**Work required**: When you have gone through the records below, state only how many lines include the word "Calabria".

**Data**:
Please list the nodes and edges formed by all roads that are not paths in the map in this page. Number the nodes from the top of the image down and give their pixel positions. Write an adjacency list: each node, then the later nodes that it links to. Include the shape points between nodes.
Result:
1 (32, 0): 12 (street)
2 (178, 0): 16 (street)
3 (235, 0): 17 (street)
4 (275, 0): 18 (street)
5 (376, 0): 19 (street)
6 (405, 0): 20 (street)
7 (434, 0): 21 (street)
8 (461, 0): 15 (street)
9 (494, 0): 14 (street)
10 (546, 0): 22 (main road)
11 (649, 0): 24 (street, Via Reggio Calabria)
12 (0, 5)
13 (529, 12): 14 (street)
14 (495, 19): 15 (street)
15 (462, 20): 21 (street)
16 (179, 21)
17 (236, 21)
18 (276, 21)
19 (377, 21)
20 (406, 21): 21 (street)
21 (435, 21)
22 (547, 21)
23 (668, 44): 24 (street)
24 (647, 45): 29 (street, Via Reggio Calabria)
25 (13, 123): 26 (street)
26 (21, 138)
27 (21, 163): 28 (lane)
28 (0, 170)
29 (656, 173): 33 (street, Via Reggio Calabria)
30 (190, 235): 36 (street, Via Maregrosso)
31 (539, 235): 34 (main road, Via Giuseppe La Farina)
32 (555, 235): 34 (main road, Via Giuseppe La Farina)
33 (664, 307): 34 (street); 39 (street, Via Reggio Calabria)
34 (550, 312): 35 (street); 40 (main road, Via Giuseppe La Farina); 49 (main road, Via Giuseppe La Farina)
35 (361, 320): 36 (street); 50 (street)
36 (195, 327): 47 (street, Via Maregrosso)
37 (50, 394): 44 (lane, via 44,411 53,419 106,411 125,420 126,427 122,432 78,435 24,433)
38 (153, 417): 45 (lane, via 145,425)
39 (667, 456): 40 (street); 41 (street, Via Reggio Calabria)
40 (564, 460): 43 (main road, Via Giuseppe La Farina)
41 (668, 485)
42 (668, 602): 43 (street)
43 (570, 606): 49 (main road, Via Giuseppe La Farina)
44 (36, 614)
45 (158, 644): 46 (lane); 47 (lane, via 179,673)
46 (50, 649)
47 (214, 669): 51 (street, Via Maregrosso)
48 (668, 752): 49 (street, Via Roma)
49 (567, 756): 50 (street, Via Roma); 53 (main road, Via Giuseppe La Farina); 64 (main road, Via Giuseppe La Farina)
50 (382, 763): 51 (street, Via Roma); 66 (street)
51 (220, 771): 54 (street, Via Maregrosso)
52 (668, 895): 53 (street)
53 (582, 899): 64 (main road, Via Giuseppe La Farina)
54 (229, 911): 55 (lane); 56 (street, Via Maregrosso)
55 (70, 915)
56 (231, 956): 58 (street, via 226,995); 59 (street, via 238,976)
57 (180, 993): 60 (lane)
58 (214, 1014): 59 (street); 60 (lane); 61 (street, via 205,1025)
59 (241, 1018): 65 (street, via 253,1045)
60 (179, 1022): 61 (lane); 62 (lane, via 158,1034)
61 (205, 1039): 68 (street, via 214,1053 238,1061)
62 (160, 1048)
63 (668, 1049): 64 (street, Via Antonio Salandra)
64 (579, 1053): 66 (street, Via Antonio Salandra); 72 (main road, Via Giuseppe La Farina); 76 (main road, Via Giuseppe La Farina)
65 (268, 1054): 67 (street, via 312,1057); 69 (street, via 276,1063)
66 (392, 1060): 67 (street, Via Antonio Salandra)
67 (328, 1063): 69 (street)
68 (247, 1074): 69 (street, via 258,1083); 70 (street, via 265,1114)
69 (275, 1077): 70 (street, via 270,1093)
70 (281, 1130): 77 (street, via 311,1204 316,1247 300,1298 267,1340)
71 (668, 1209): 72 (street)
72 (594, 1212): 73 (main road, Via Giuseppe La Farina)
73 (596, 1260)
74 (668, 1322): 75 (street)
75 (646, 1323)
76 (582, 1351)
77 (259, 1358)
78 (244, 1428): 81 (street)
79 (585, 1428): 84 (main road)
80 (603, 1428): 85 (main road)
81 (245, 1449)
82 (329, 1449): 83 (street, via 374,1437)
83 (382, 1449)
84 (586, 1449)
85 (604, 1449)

**Response for this exercise**: 5